Seule la mer
de Amos Oz

critiqué par Vigno, le 8 décembre 2002
( - - ans)


La note:  étoiles
Seule la mer sait
Seule la mer… seule la mer est immuable. Albert (ou Amos, c'est selon), sexagénaire, vient de perdre sa femme. Son fils unique Enrico « est parti crapahuter dans les montagnes, au Tibet », laissant derrière lui sa petite amie Dita, laquelle est venue habiter avec Albert, ce que voit d'un mauvais oeil Bettine Carmel, une amie de longue date d’Albert, laquelle est jalouse depuis qu'elle a compris que Dita et Albert ne partagent pas seulement le feta et les olives mais aussi leur intimité.
Et cette Dita, entre les amants de passage et sa fonction de téléphoniste dans un grand hôtel, écrit des scénarios, dont le dernier a chaudement émoustillé Doubi Dombrov, un producteur de commerciaux sans envergure qui rêve de tourner des films.

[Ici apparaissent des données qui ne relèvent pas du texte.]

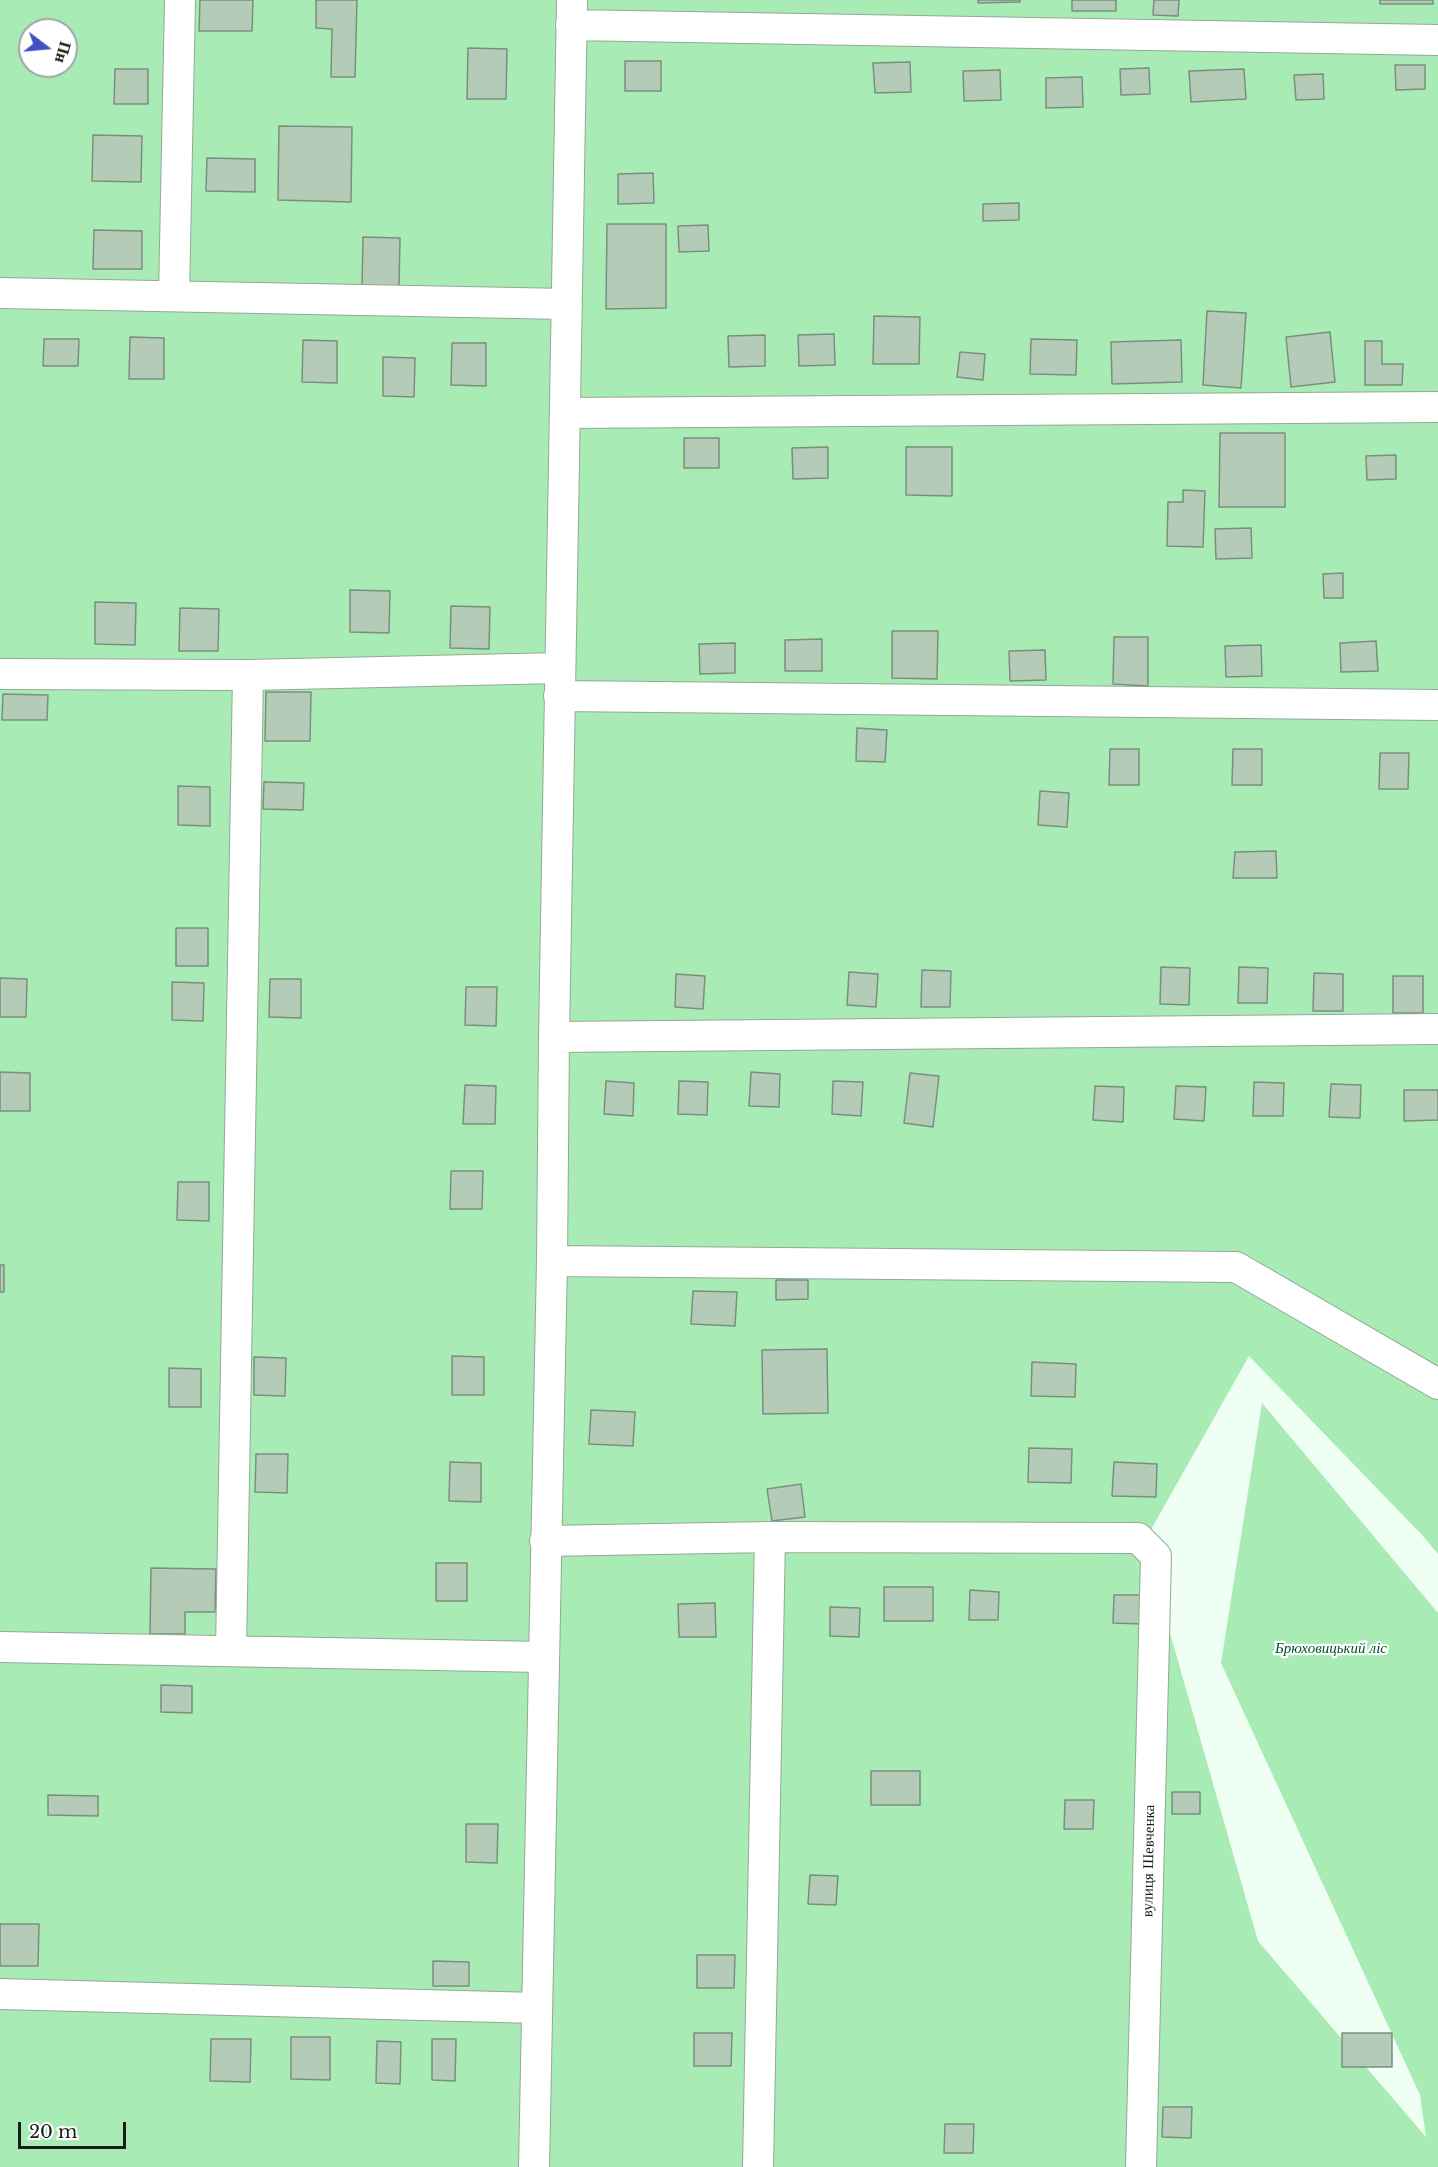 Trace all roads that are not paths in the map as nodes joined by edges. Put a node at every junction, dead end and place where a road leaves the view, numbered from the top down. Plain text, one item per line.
1 (180, 0) edge
2 (572, 13) edge
3 (1438, 40) edge
4 (0, 293) edge
5 (174, 296) junction
6 (567, 304) junction
7 (1438, 407) edge
8 (565, 413) junction
9 (0, 674) edge
10 (248, 675) junction
11 (560, 682) junction
12 (1438, 705) edge
13 (1438, 1029) edge
14 (554, 1037) junction
15 (552, 1261) junction
16 (1438, 1383) edge
17 (770, 1537) junction
18 (545, 1541) junction
19 (0, 1647) edge
20 (231, 1651) junction
21 (543, 1657) junction
22 (0, 1994) edge
23 (537, 2008) junction
24 (534, 2167) edge
25 (758, 2167) edge
26 (1141, 2167) edge

1 - 5 street
2 - 3 street
2 - 6 street
4 - 5 street
5 - 6 street
6 - 8 street
7 - 8 street
8 - 11 street
9 - 10 street
10 - 11 street
10 - 20 street
11 - 12 street
11 - 14 street
13 - 14 street
14 - 15 street
15 - 16 street
15 - 18 street
17 - 18 street
17 - 25 street
17 - 26 street, вулиця Шевченка
18 - 21 street
19 - 20 street
20 - 21 street
21 - 23 street
22 - 23 street
23 - 24 street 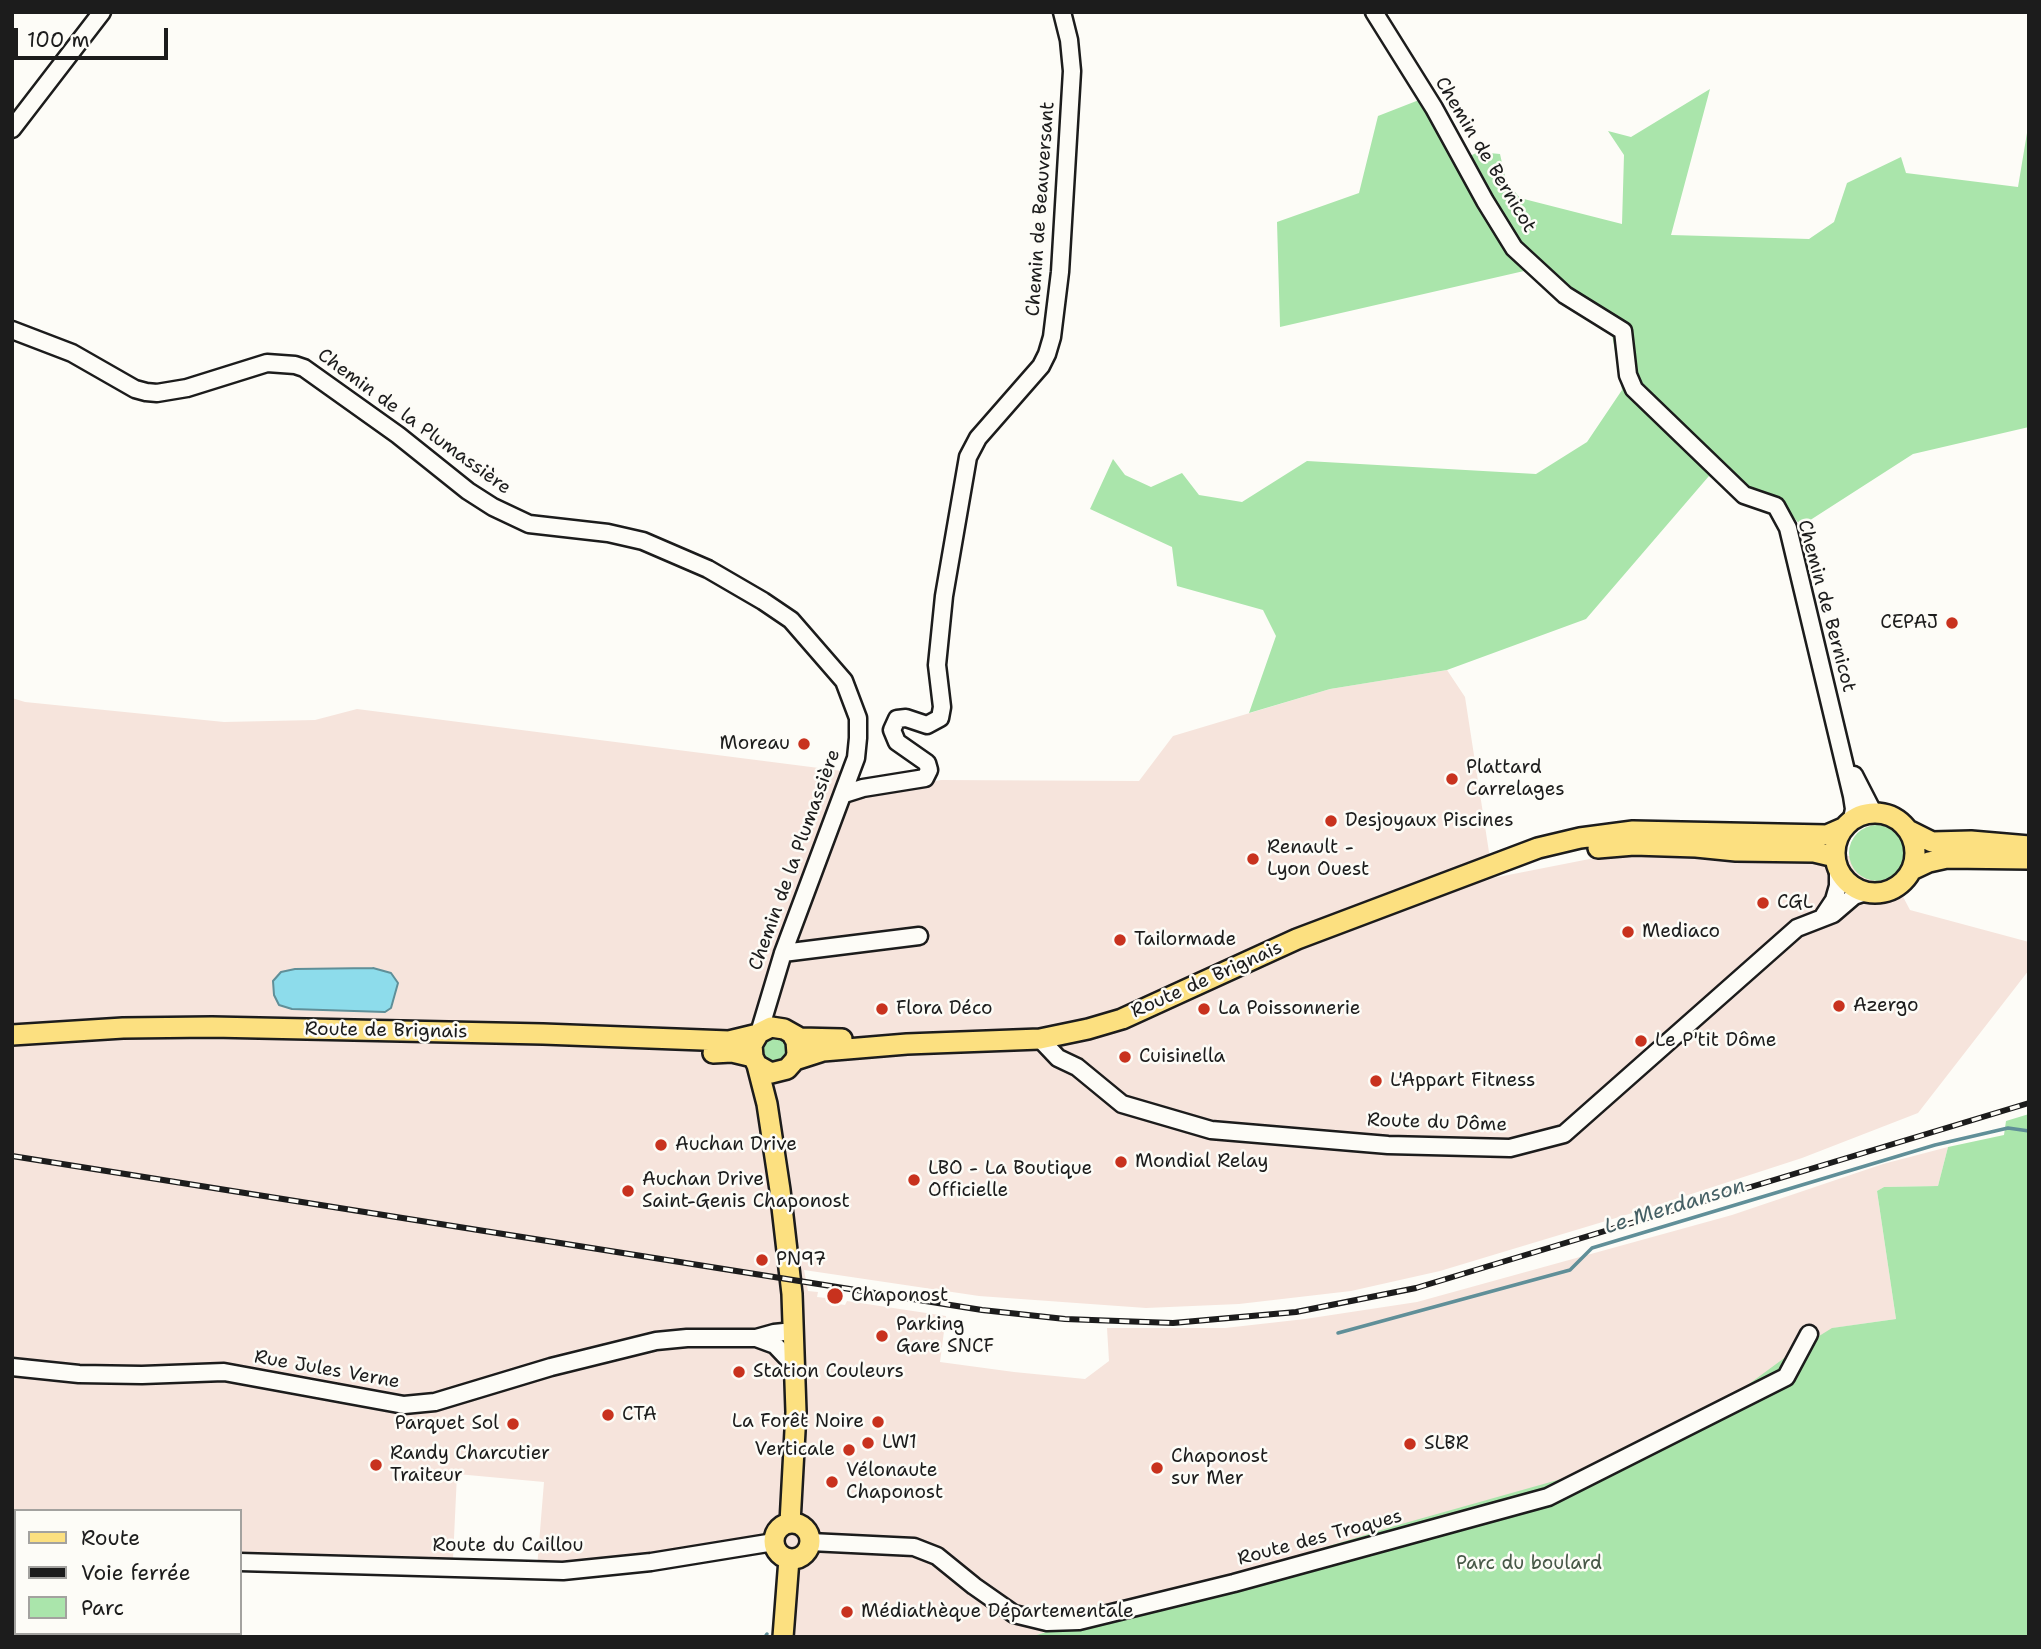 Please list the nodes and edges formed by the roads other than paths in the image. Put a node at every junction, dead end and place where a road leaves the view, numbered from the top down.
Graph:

Et tout ce petit monde s'agite un peu inutilement, à la poursuite d’un rêve, bercé par le souffle omniprésent de la mer toute proche et par la lumière de la lune, même si « on se prépare aux primaires, aux Scud (on est en Israël) ou à la dévaluation, dans l'ordre ou le désordre ». Le désordre des hommes et l'ordre de la vie : « Toi aussi. Tout le monde. Bat-Yam se peuplera de nouveaux venus qui à leur tour dans la solitude de la nuit se demanderont parfois ce que la lune fait à la mer et à quoi se résume le silence. Ils n'auront pas davantage de réponse. Tout ceci ne tient que peu ou prou à un fil. Le silence se résume au silence. » Ou encore cet autre très beau passage : « Comme une locomotive noire de suie au terme du voyage / remorquant péniblement vers l’ombre la moitié éclairée de la terre / quand la moitié obscure cherche à tâtons le premier trait de lumière. »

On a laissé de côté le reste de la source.